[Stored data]
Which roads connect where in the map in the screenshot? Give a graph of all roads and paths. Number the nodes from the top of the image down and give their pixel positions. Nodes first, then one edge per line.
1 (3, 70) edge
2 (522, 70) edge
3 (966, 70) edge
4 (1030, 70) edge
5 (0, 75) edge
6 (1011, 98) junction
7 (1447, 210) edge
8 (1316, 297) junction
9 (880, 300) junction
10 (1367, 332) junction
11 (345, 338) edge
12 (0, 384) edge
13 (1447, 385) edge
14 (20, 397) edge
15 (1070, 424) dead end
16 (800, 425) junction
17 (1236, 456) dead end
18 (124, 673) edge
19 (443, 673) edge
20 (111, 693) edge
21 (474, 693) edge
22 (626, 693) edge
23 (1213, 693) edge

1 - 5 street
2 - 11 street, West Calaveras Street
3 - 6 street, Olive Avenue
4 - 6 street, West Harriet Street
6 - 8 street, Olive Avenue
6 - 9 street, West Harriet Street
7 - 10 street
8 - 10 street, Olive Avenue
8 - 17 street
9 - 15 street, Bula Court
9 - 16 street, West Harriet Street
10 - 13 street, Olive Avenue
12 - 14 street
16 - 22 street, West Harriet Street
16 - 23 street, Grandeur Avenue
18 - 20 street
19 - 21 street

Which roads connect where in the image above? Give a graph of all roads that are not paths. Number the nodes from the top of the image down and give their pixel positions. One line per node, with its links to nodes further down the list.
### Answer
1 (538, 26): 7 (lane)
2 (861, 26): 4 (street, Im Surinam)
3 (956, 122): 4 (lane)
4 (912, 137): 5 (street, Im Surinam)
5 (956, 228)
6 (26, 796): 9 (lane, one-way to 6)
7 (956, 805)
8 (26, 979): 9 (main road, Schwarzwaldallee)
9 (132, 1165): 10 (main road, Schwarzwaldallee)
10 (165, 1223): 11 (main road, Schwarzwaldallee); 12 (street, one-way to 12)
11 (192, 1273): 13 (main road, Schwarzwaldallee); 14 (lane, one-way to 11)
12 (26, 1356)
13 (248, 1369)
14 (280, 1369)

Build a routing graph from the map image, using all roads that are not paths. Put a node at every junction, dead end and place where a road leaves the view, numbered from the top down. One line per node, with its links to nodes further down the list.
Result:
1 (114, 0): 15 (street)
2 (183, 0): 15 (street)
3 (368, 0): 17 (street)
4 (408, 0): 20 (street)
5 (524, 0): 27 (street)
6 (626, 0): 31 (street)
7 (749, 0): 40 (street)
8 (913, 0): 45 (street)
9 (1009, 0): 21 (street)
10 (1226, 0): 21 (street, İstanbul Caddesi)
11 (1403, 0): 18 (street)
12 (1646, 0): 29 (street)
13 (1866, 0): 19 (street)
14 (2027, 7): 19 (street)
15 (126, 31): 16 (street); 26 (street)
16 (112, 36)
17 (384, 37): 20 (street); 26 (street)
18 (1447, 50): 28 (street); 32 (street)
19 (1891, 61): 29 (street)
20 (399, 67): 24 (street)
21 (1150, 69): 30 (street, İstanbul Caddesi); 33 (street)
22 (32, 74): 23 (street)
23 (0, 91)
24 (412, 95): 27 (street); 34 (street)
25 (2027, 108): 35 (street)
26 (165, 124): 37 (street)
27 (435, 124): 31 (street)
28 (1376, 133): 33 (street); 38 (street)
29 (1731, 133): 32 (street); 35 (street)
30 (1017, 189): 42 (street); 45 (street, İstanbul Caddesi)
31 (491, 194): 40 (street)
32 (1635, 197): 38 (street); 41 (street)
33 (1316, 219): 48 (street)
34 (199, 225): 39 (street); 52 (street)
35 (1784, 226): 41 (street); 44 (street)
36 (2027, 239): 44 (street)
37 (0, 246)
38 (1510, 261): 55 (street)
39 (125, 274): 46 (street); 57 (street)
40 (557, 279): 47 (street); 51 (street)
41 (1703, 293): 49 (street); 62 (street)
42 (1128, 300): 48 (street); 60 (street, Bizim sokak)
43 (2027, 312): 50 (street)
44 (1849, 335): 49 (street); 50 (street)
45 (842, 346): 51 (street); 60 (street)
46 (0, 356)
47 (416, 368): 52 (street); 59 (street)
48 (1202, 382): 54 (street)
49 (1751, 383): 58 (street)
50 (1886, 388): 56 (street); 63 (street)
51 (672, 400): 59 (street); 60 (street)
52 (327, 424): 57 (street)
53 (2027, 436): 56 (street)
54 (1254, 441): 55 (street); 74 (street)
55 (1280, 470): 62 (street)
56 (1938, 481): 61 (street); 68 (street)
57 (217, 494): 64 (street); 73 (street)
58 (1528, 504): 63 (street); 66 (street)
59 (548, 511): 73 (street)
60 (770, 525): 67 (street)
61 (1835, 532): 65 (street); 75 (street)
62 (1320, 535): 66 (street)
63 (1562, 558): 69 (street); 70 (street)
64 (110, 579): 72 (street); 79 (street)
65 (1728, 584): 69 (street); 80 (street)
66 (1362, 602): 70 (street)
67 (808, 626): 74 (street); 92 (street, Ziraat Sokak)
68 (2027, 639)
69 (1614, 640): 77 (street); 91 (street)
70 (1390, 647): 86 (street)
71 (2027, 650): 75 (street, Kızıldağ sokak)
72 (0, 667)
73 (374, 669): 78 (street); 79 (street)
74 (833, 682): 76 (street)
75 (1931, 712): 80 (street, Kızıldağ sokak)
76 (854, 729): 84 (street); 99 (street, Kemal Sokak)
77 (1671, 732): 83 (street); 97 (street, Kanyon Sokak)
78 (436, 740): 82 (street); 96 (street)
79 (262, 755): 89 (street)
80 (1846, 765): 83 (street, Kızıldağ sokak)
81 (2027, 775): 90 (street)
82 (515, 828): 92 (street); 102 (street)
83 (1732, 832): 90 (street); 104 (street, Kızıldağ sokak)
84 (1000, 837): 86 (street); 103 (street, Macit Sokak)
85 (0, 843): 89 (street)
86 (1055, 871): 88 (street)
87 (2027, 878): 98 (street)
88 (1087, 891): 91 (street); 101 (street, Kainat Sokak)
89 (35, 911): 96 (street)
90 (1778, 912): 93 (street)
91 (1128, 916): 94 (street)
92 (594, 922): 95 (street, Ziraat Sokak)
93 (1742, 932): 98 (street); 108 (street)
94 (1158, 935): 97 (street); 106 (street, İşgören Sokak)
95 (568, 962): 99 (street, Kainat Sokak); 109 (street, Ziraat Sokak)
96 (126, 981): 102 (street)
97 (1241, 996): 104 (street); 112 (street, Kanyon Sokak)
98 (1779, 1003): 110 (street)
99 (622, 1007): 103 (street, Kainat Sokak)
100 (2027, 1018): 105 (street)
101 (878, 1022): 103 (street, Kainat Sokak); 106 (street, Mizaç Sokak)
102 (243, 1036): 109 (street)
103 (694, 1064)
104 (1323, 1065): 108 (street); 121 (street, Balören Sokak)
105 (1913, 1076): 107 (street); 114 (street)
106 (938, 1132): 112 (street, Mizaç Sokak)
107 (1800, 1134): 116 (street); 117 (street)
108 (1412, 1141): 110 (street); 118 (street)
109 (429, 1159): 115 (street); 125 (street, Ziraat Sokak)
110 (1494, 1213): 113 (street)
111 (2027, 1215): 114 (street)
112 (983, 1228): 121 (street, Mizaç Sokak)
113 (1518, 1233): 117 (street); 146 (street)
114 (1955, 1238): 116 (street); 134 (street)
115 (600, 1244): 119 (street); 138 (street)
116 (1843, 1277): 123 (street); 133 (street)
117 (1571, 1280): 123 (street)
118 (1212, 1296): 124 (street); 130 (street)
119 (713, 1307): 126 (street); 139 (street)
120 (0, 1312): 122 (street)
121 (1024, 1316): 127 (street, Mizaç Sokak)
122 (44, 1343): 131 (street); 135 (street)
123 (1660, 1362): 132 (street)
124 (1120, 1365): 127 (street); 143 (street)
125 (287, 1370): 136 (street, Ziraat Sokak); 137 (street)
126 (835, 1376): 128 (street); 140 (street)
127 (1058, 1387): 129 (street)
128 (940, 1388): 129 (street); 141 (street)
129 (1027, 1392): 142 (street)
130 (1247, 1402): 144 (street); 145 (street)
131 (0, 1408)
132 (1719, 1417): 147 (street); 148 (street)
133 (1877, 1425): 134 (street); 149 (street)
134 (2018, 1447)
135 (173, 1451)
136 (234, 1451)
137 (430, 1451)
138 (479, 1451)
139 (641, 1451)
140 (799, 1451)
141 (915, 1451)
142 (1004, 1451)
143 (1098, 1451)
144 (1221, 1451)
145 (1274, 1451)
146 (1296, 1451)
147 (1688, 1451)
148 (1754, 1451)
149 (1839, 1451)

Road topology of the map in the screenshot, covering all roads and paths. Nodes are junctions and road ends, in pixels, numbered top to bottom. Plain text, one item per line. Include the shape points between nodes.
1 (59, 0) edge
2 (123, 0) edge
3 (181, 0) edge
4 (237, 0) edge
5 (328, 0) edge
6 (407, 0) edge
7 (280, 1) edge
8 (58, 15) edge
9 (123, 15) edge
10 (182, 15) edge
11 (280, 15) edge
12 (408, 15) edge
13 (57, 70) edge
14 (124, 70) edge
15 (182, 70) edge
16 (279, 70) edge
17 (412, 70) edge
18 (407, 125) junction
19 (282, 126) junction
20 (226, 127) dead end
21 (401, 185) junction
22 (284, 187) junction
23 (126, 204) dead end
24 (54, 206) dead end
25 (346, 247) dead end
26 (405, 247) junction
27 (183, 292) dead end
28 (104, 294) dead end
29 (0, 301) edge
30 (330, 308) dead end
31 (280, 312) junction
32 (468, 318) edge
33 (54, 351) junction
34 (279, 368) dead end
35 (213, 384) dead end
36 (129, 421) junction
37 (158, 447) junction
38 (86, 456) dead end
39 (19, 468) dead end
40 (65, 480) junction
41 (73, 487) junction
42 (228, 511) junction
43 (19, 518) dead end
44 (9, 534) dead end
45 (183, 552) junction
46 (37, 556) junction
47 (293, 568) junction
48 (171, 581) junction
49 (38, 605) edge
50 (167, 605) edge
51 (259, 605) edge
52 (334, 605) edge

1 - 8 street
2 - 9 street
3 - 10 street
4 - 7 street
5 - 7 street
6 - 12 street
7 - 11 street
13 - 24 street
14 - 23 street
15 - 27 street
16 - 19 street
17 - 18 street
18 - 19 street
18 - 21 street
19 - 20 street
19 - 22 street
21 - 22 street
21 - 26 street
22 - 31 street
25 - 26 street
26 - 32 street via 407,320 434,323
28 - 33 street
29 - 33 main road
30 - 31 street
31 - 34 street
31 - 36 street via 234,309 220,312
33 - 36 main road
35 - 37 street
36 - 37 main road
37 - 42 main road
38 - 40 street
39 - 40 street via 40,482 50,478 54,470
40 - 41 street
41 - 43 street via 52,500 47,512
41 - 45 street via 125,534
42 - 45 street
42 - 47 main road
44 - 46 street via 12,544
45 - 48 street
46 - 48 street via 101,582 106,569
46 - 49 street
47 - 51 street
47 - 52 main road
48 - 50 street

:: REQUIRED WORK ::
Within the data above, find the lines that contain the word "screenshot" and copy each of them.

:: RESULT FOR THIS TASK ::
Which roads connect where in the map in the screenshot? Give a graph of all roads and paths. Number the nodes from the top of the image down and give their pixel positions. Nodes first, then one edge per line.
Road topology of the map in the screenshot, covering all roads and paths. Nodes are junctions and road ends, in pixels, numbered top to bottom. Plain text, one item per line. Include the shape points between nodes.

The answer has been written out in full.